Multi-Step Reasoning and Planning

🔄 Quick Recall: In the last lesson, you gave agents tools — web search, code execution, file access. But tools without a plan are like power tools without a blueprint. This lesson teaches agents to plan strategically and adapt when reality doesn’t match expectations.

The Planning Problem

Give an agent a complex task without planning and it will thrash. It searches randomly, follows tangents, doubles back on work it’s already done, and produces scattered results.

Give the same agent a planning strategy and it works methodically — breaking the task into steps, executing each one, checking progress, and adjusting when needed.

Planning is the difference between an agent that wastes 20 tool calls going in circles and one that finishes in 8 focused steps.

Task Decomposition

The first planning skill: break big goals into small, concrete sub-tasks.

I need an agent to accomplish this goal:
"Analyze the competitive landscape for AI-powered writing tools and produce a strategy recommendation."

Decompose this into sub-tasks. For each sub-task:
1. What specifically needs to be done
2. What tool(s) the agent would use
3. What the expected output is
4. How to verify the output is complete and correct
5. Which sub-tasks depend on others (must happen after)
6. Which sub-tasks are independent (can happen in parallel)
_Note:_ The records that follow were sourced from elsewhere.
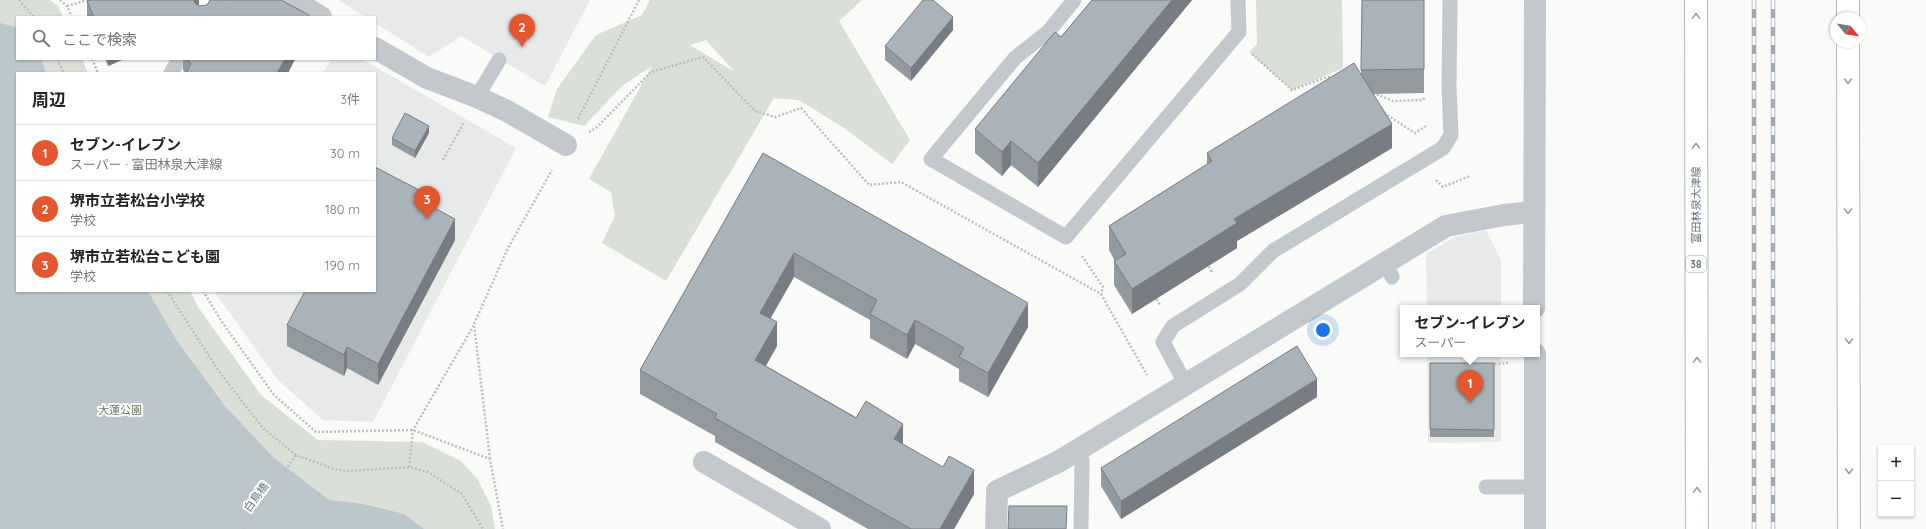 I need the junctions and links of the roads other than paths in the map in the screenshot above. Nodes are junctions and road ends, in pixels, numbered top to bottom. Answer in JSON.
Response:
{"nodes":[{"id":1,"x":294,"y":0,"type":"edge"},
{"id":2,"x":1074,"y":0,"type":"edge"},
{"id":3,"x":1238,"y":0,"type":"edge"},
{"id":4,"x":1450,"y":0,"type":"edge"},
{"id":5,"x":1535,"y":0,"type":"edge"},
{"id":6,"x":1696,"y":0,"type":"edge"},
{"id":7,"x":1848,"y":0,"type":"edge"},
{"id":8,"x":1848,"y":12,"type":"edge"},
{"id":9,"x":319,"y":16,"type":"edge"},
{"id":10,"x":1848,"y":48,"type":"edge"},
{"id":11,"x":376,"y":49,"type":"edge"},
{"id":12,"x":178,"y":60,"type":"edge"},
{"id":13,"x":499,"y":60,"type":"dead end"},
{"id":14,"x":172,"y":72,"type":"edge"},
{"id":15,"x":477,"y":97,"type":"junction"},
{"id":16,"x":566,"y":145,"type":"road end"},
{"id":17,"x":1534,"y":212,"type":"junction"},
{"id":18,"x":1534,"y":305,"type":"edge"},
{"id":19,"x":1535,"y":357,"type":"edge"},
{"id":20,"x":1186,"y":385,"type":"junction"},
{"id":21,"x":1078,"y":449,"type":"junction"},
{"id":22,"x":704,"y":462,"type":"dead end"},
{"id":23,"x":1486,"y":487,"type":"dead end"},
{"id":24,"x":1535,"y":487,"type":"junction"},
{"id":25,"x":820,"y":529,"type":"edge"},
{"id":26,"x":996,"y":529,"type":"edge"},
{"id":27,"x":1081,"y":529,"type":"edge"},
{"id":28,"x":1536,"y":529,"type":"edge"},
{"id":29,"x":1697,"y":529,"type":"edge"},
{"id":30,"x":1849,"y":529,"type":"edge"}],
"edges":[{"from":1,"to":9,"type":"street"},
{"from":2,"to":3,"type":"lane"},
{"from":4,"to":20,"type":"lane"},
{"from":5,"to":17,"type":"street"},
{"from":29,"to":6,"type":"main road","name":"富田林泉大津線","number":"38","one_way":true},
{"from":7,"to":8,"type":"main road"},
{"from":10,"to":30,"type":"main road","one_way":true},
{"from":11,"to":15,"type":"street"},
{"from":12,"to":14,"type":"lane"},
{"from":13,"to":15,"type":"lane"},
{"from":15,"to":16,"type":"street"},
{"from":17,"to":18,"type":"street"},
{"from":17,"to":20,"type":"street"},
{"from":19,"to":24,"type":"street"},
{"from":20,"to":21,"type":"street"},
{"from":21,"to":26,"type":"street"},
{"from":21,"to":27,"type":"lane"},
{"from":22,"to":25,"type":"street"},
{"from":23,"to":24,"type":"lane"},
{"from":24,"to":28,"type":"street"}]} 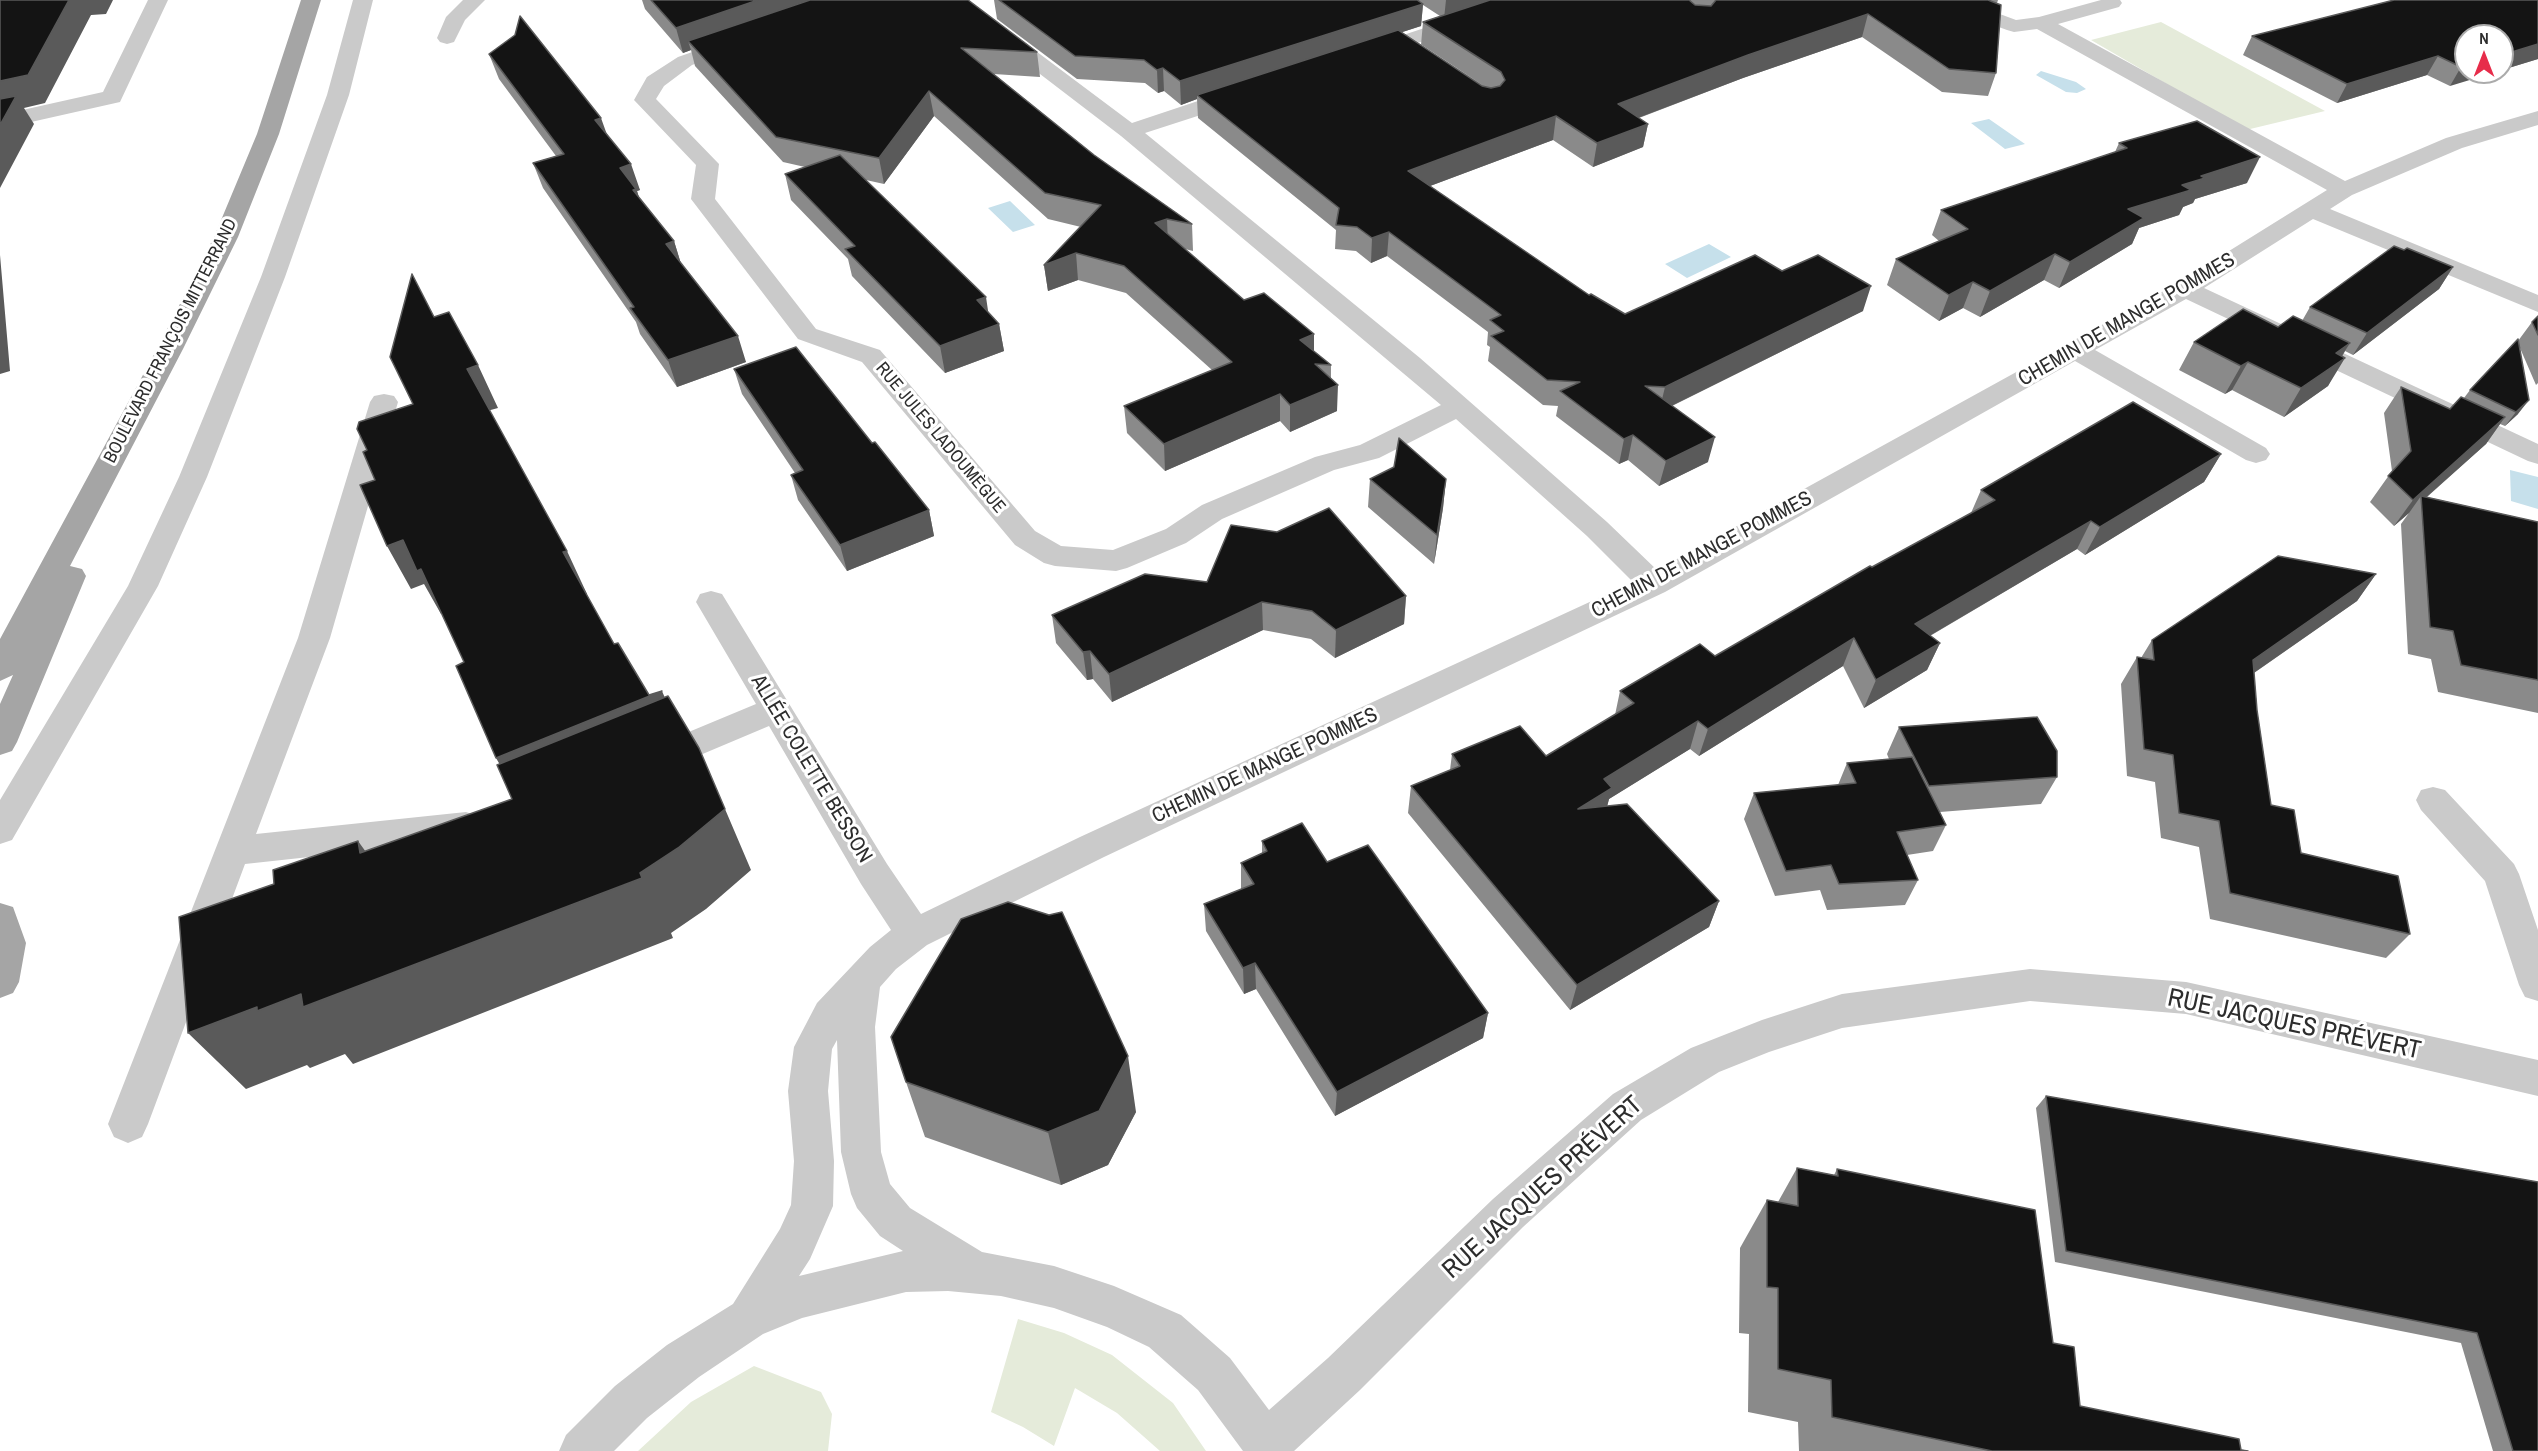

Good decomposition produces sub-tasks that are:

Specific — “Find pricing for Jasper AI” not “look at competitors”
Verifiable — You can check if the output is correct
Independent where possible — Researching Company A doesn’t block researching Company B
Ordered where necessary — Analysis comes after data gathering

✅ Quick Check: Why should sub-tasks be independently verifiable?

Because the agent needs to evaluate its own progress. If a sub-task has a clear expected output (“a table of 5 competitor pricing tiers”), the agent can check whether it achieved that result before moving on. Vague sub-tasks (“understand the market”) can’t be verified, so the agent doesn’t know when to stop.

Plan-Then-Execute Pattern

The most reliable planning strategy for agents:

Phase 1: Plan. The agent analyzes the goal, breaks it into sub-tasks, orders them by dependency, and writes a numbered plan.

Phase 2: Execute. The agent works through the plan step by step. After each step, it checks: “Did this step produce the expected result? Should I adjust the remaining plan?”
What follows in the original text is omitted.